House Minority Leader Nancy Pelosi of Calif. gestures during her weekly a news conference on Capitol Hill in Washington, Thursday, April 26, 2012. |
WASHINGTON (AP) -- Republicans defied a veto threat and the House voted Friday to prevent federal loan costs from doubling for millions of college students.
The vote gave the GOP a momentary election-year triumph on a bill that has become enmeshed in partisan battles over the economy, women's issues and President Barack Obama's health care overhaul.
The measure's 215-195 passage was largely symbolic because the package is going nowhere in the Democratic-dominated Senate. Both parties agree students' interest costs should not rise, but they are clashing along a familiar fault line over how to cover the $6 billion tab: Republicans want spending cuts and Democrats want higher revenues.
Friday's vote underscored how with Election Day just over six months away, much of Congress' work and passion can be aimed as much at political positioning as it is at writing law. Both parties want to show they are trying to help college students and their families cope in today's unforgiving economy and, when possible, force their opponents to cast votes that might create fodder for TV attack ads.
The GOP bill would keep interest rates for subsidized Stafford loans at 3.4 percent for another year, rather than automatically growing to 6.8 percent on July 1 as they would under a law enacted five years ago by a Democratic Congress. The increase would affect 7.4 million students and, the Obama administration says, cost each an average $1,000 over the life of their loans.
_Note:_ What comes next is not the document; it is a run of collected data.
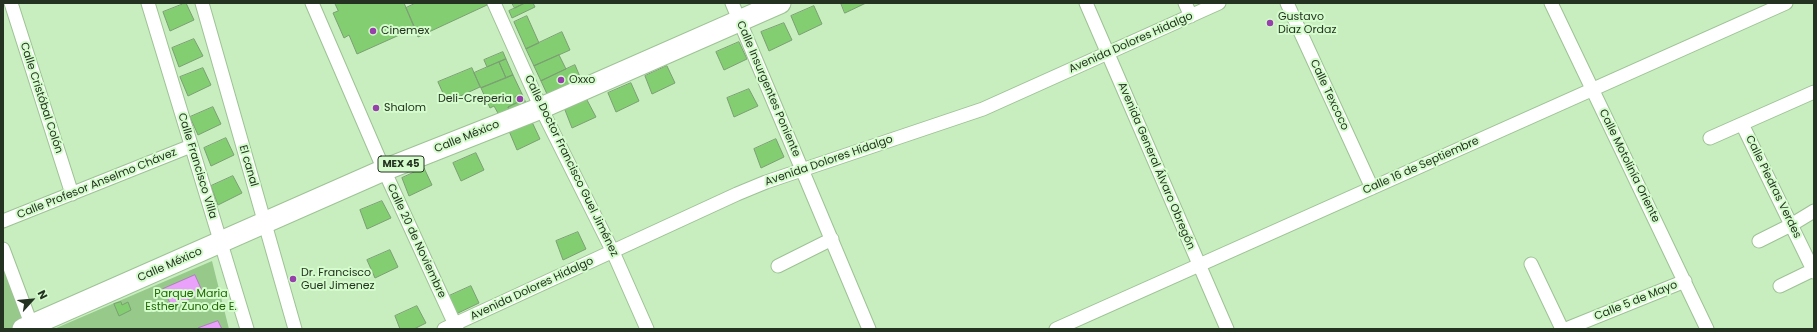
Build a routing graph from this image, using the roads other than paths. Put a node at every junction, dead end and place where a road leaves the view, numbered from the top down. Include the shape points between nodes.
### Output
1 (11, 3) edge
2 (148, 3) edge
3 (202, 3) edge
4 (312, 3) edge
5 (494, 3) edge
6 (780, 3) edge
7 (1086, 3) edge
8 (1185, 3) edge
9 (1219, 3) edge
10 (1287, 3) edge
11 (1551, 3) edge
12 (1786, 3) edge
13 (735, 12) edge
14 (1191, 16) junction
15 (1107, 54) junction
16 (1592, 89) junction
17 (1814, 92) edge
18 (541, 108) junction
19 (1742, 124) junction
20 (1710, 138) dead end
21 (191, 146) junction
22 (384, 170) junction
23 (803, 170) junction
24 (1372, 188) junction
25 (72, 194) junction
26 (1814, 211) edge
27 (3, 221) edge
28 (264, 223) junction
29 (1791, 225) junction
30 (832, 239) junction
31 (1759, 241) dead end
32 (220, 243) junction
33 (3, 249) edge
34 (613, 252) junction
35 (1531, 264) dead end
36 (778, 266) dead end
37 (1199, 266) junction
38 (1813, 271) edge
39 (1685, 281) junction
40 (1780, 286) dead end
41 (452, 327) edge
42 (29, 328) edge
43 (247, 329) edge
44 (295, 329) edge
45 (647, 329) edge
46 (870, 329) edge
47 (1056, 329) edge
48 (1227, 329) edge
49 (1562, 329) edge
50 (1566, 329) edge
51 (1707, 329) edge

1 - 25 street, Calle Cristóbal Colón
2 - 21 street, Calle Francisco Villa
3 - 28 street, El canal
4 - 22 street, Calle 20 de Noviembre
5 - 18 street, Calle Doctor Francisco Guel Jiménez
6 - 13 main road, Calle México / MEX 45
7 - 15 street, Avenida General Álvaro Obregón
8 - 14 street
9 - 14 street, Avenida Dolores Hidalgo
10 - 24 street, Calle Texcoco
11 - 16 street, Calle Motolinía Oriente
12 - 16 street, Calle 16 de Septiembre
13 - 18 main road, Calle México / MEX 45
13 - 23 street, Calle Insurgentes Poniente
14 - 15 street, Avenida Dolores Hidalgo
15 - 23 street, Avenida Dolores Hidalgo via 983,110
15 - 37 street, Avenida General Álvaro Obregón
16 - 24 street, Calle 16 de Septiembre
16 - 39 street, Calle Motolinía Oriente
17 - 19 street
18 - 22 main road, Calle México / MEX 45
18 - 34 street, Calle Doctor Francisco Guel Jiménez
19 - 20 street
19 - 29 street, Calle Piedras Verdes
21 - 25 street, Calle Profesor Anselmo Chávez
21 - 32 street, Calle Francisco Villa
22 - 28 main road, Calle México / MEX 45
22 - 41 street, Calle 20 de Noviembre
23 - 30 street, Calle Insurgentes Poniente
23 - 34 street, Avenida Dolores Hidalgo via 737,194
24 - 37 street, Calle 16 de Septiembre
25 - 27 street, Calle Profesor Anselmo Chávez
26 - 29 street
28 - 32 main road, Calle México / MEX 45
28 - 44 street, El canal
29 - 31 street
29 - 38 street, Calle Piedras Verdes
30 - 36 street
30 - 46 street, Calle Insurgentes Poniente
32 - 42 main road, Calle México / MEX 45
32 - 43 street, Calle Francisco Villa
33 - 42 street
34 - 41 street, Avenida Dolores Hidalgo
34 - 45 street, Calle Doctor Francisco Guel Jiménez
35 - 49 street
37 - 47 street, Calle 16 de Septiembre
37 - 48 street, Avenida General Álvaro Obregón
38 - 40 street
39 - 50 street, Calle 5 de Mayo
39 - 51 street, Calle Motolinía Oriente

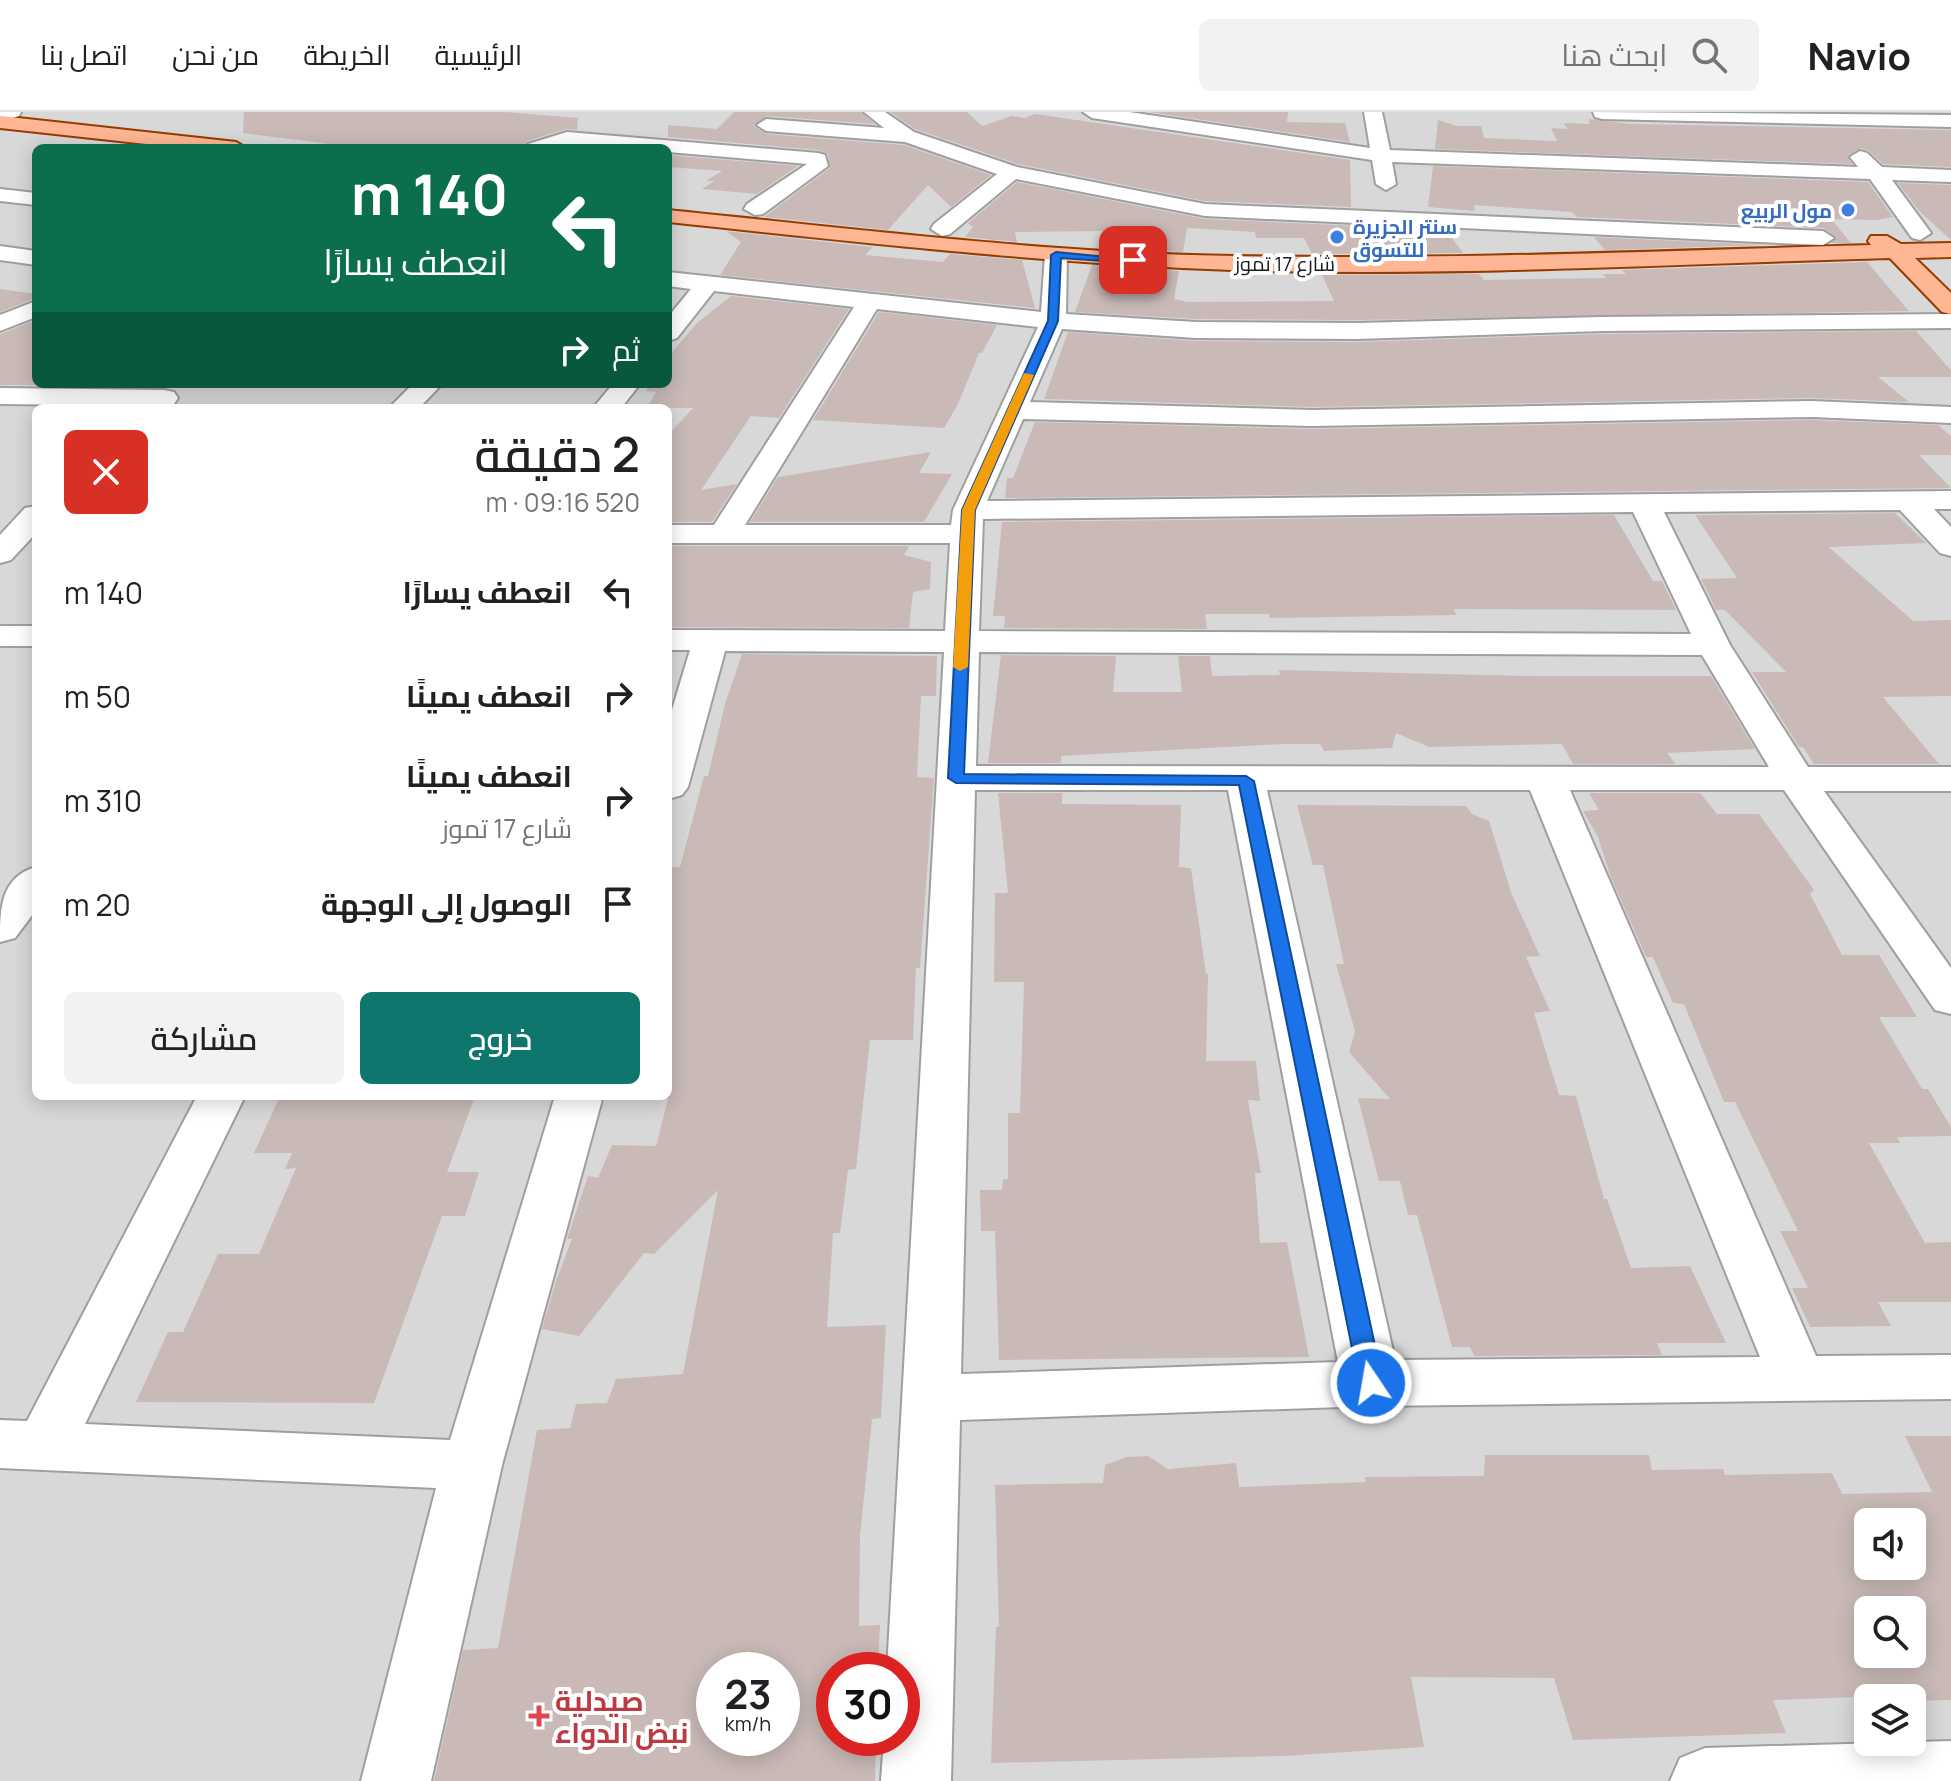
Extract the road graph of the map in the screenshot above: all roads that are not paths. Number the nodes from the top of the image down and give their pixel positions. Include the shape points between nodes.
1 (12, 112) edge
2 (873, 112) edge
3 (1092, 112) edge
4 (1373, 112) edge
5 (1602, 113) edge
6 (0, 116) edge
7 (1818, 117) junction
8 (1951, 121) edge
9 (0, 122) edge
10 (742, 123) dead end
11 (0, 136) edge
12 (907, 136) junction
13 (67, 144) edge
14 (200, 144) edge
15 (545, 144) edge
16 (638, 144) edge
17 (672, 147) edge
18 (1382, 156) junction
19 (1012, 172) junction
20 (1876, 173) junction
21 (1951, 176) edge
22 (0, 195) edge
23 (32, 199) edge
24 (672, 199) edge
25 (755, 209) junction
26 (672, 216) edge
27 (1390, 220) junction
28 (942, 229) junction
29 (1920, 233) junction
30 (1951, 235) edge
31 (1870, 236) junction
32 (1823, 238) junction
33 (1396, 246) junction
34 (1894, 250) junction
35 (1951, 250) edge
36 (0, 253) edge
37 (1056, 255) junction
38 (32, 257) edge
39 (672, 280) edge
40 (707, 284) junction
41 (870, 301) junction
42 (1951, 307) edge
43 (32, 310) edge
44 (1053, 321) junction
45 (1951, 321) edge
46 (0, 325) edge
47 (672, 328) edge
48 (32, 329) edge
49 (425, 388) edge
50 (624, 388) edge
51 (0, 396) edge
52 (166, 397) edge
53 (407, 404) edge
54 (610, 404) edge
55 (1012, 410) junction
56 (1951, 415) edge
57 (1908, 500) junction
58 (1951, 500) edge
59 (1644, 503) junction
60 (967, 522) junction
61 (672, 534) edge
62 (724, 534) junction
63 (1951, 546) edge
64 (0, 636) edge
65 (32, 636) edge
66 (672, 640) edge
67 (711, 640) junction
68 (962, 641) junction
69 (1713, 645) junction
70 (672, 773) edge
71 (956, 778) junction
72 (1951, 779) edge
73 (1246, 781) junction
74 (1546, 781) junction
75 (1797, 781) junction
76 (32, 885) edge
77 (0, 929) edge
78 (1951, 1000) edge
79 (219, 1100) edge
80 (578, 1100) edge
81 (1797, 1377) junction
82 (1951, 1377) edge
83 (1371, 1383) junction
84 (931, 1398) junction
85 (22, 1445) edge
86 (472, 1465) junction
87 (1951, 1774) edge
88 (396, 1781) edge
89 (916, 1781) edge
90 (1705, 1781) edge

1 - 6 street
2 - 12 street
3 - 18 street
4 - 18 street
5 - 7 street
7 - 8 street
7 - 20 street
9 - 14 main road
10 - 12 street
11 - 13 main road
12 - 19 street
15 - 16 street via 578,139
17 - 25 street via 818,159 818,166
18 - 20 street
18 - 27 street
19 - 27 street via 1205,210
19 - 28 street
20 - 21 street
20 - 29 street
22 - 23 street
24 - 25 main road, شارع 17 تموز
25 - 28 main road, شارع 17 تموز
26 - 37 main road, شارع 17 تموز
27 - 32 street
27 - 33 street
28 - 33 main road, شارع 17 تموز via 1179,245
29 - 30 main road, شارع 17 تموز
29 - 31 main road, شارع 17 تموز
31 - 32 main road, شارع 17 تموز
31 - 34 main road
32 - 33 main road, شارع 17 تموز
34 - 35 main road, شارع 17 تموز
34 - 37 main road, شارع 17 تموز via 1444,263 1233,263
34 - 42 main road
36 - 38 street
37 - 44 street
39 - 40 street
40 - 41 street
40 - 47 street
41 - 44 street
41 - 62 street
43 - 46 street
44 - 45 street via 1196,330 1357,331
44 - 55 street
46 - 48 street
49 - 53 street
50 - 54 street
51 - 52 street
55 - 56 street via 1312,418 1796,409
55 - 60 street
57 - 58 street
57 - 59 street
57 - 63 street
59 - 60 street
59 - 69 street
60 - 62 street
60 - 68 street
61 - 62 street
64 - 65 street
66 - 67 street
67 - 68 street
67 - 70 street
68 - 69 street
68 - 71 street
69 - 75 street
71 - 73 street
71 - 84 street
72 - 75 street
73 - 74 street
73 - 83 street
74 - 75 street
74 - 81 street
75 - 78 street
76 - 77 street
79 - 85 street
80 - 86 street
81 - 82 street
81 - 83 street
83 - 84 street
84 - 89 street
85 - 86 street
86 - 88 street
87 - 90 street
Democrats trained their fire on the Republican plan to pay for the bill by abolishing a preventive health fund created by Obama's 2010 revamping of the health care system. Democrats said that program especially helped women by allocating money for cancer screening and other initiatives and that eliminating it was only the latest GOP blow against women - a charge Republicans hotly contested.
"Give me a break," roared House Speaker John Boehner, R-Ohio, to rousing cheers from Republican lawmakers. "This is the latest plank in the so-called war on women, entirely created by my colleagues across the aisle for political gain."
Democrats voted solidly earlier this year to take money from the preventive health fund to help keep doctors' Medicare reimbursements from dropping. Obama's own budget in February proposed cutting $4 billion from the same fund to pay for some of his priorities.
Since the early days of this year's GOP presidential contest, Democrats have been accusing Republicans of targeting women by advocating curbs on contraceptives and other policies. Polls show women leaning heavily toward Obama and Democrats would like to stoke that margin.
In its veto message, the White House argued that "women in particular" would be helped by the prevention fund and added, "This is a politically motivated proposal and not the serious response that the problem facing America's college students deserves."
House GOP leaders abruptly scheduled Friday's vote after Obama barnstormed around the country in recent days to accuse them of ignoring students' needs. Presumptive GOP presidential candidate Mitt Romney began the week by saying he, too, wanted current interest rates extended temporarily, heaping further pressure on congressional Republicans to act.
Democrats said Republicans only staged Friday's vote to remove it as an issue on which they would be vulnerable. They noted this months' lock-step GOP vote for a 2013 federal budget that would have let Stafford interest rates double in July, and said Republicans had done little in Congress on the issue until this week.
"They're just looking for a way to cover their rear ends," said Rep. Henry Waxman, D-Calif.
Republicans said they were working methodically on the problem and accused Democrats of inventing a controversy to stir up their voters.
"People want to politicize this because it is an election year. But my God, do we have to fight about everything?" said Boehner.
Democrats broke 165-13 against the bill, with some of their members reluctant to vote against keeping students' costs down, despite the accompanying health care cuts.
Democrats wrote a version of the bill, paid for by ending subsidies for oil and gas companies. It never had a chance of moving through the GOP-led House.
Senate Democrats plan a vote next month on their own legislation extending today's interest rates for a year and paid for by making it harder for high-earning owners of many privately owned corporations to shield some of their income from Social Security and Medicare payroll taxes. That vote will also be little more than political posturing because Senate Republicans are certain to derail the measure.
House Republicans prevailed Friday only after staunching a brewing rebellion among their own conservatives, many of whom are skeptical about whether the government should subsidize student loans at all.
A lobbying campaign by outside conservative groups like Club for Growth and Heritage Action for America pressured GOP lawmakers to vote "no." But an 11th-hour effort by GOP leaders to keep their rank-and-file onboard prevailed and Republicans ended up backing the legislation 202-30 - with half the opposition coming from the feisty, largely conservative GOP class of freshmen.
"The government doesn't belong in that business," said Rep. Paul Gosar, R-Ariz.